TASK STATEMENT:
A single number is wanted: how many lines of the records below contain the word "canvas".

SUPPLIED DATA:
========

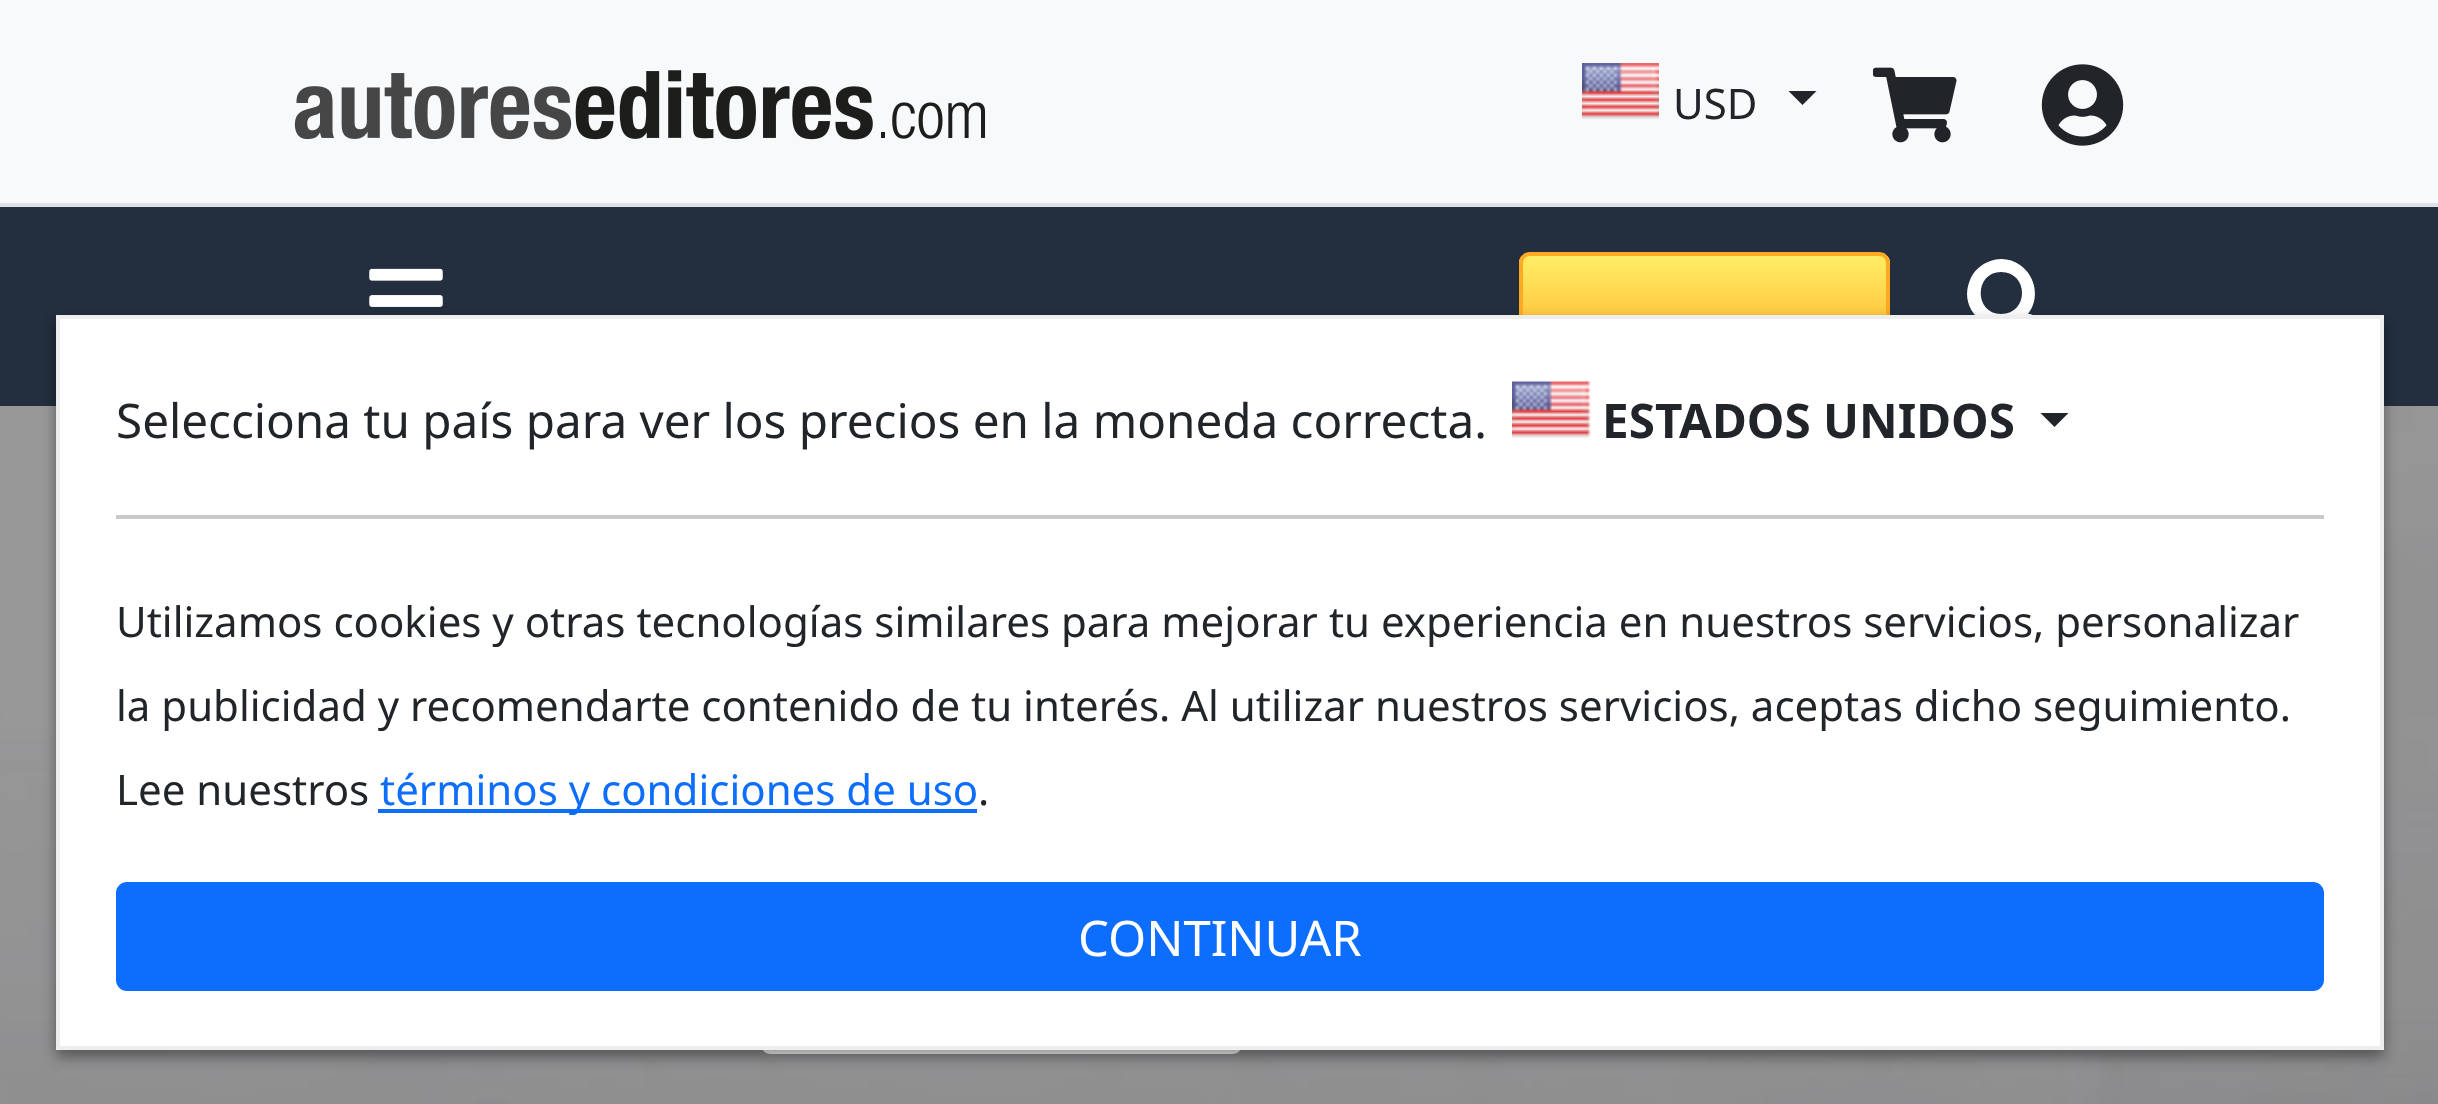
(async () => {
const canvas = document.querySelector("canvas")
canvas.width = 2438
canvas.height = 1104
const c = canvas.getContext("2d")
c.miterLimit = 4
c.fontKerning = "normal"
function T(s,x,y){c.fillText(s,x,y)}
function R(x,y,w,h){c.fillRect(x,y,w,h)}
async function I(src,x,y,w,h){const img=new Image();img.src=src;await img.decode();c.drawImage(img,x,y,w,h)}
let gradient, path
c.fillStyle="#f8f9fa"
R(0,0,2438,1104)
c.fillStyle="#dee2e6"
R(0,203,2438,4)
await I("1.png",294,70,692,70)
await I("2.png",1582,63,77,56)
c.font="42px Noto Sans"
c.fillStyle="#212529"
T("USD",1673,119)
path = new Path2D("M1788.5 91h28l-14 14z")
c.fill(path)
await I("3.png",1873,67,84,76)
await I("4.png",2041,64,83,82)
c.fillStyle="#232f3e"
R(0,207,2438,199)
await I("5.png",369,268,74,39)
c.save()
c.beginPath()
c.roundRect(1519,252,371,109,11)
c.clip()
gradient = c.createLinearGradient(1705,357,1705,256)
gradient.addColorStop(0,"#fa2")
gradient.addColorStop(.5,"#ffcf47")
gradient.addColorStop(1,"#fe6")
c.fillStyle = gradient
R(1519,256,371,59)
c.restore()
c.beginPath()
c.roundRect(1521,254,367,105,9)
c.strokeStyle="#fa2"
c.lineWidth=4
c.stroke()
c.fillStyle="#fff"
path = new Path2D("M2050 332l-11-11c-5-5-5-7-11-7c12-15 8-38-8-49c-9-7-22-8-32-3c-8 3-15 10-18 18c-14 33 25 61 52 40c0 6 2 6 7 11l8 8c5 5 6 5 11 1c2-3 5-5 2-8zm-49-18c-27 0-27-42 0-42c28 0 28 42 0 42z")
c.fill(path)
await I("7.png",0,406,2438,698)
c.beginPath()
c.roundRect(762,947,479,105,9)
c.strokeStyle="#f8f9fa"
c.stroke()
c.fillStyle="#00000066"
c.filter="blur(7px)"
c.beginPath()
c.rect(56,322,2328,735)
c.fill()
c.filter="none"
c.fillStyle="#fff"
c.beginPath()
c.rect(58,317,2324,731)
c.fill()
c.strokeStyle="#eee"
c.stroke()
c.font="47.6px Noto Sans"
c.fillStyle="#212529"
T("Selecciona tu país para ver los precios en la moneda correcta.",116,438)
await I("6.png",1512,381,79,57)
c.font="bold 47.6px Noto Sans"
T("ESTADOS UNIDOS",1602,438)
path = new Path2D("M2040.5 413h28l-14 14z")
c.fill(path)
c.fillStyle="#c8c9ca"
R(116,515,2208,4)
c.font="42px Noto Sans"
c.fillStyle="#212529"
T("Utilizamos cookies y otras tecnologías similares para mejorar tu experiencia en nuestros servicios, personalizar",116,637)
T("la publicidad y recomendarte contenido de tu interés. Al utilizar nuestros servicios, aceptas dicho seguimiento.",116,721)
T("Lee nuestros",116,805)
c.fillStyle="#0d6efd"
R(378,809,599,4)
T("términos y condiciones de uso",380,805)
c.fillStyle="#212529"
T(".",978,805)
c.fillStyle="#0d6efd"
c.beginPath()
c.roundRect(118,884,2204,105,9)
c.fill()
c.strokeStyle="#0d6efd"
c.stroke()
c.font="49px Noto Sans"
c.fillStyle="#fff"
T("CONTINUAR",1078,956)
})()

========

ANSWER TO THIS TASK:
4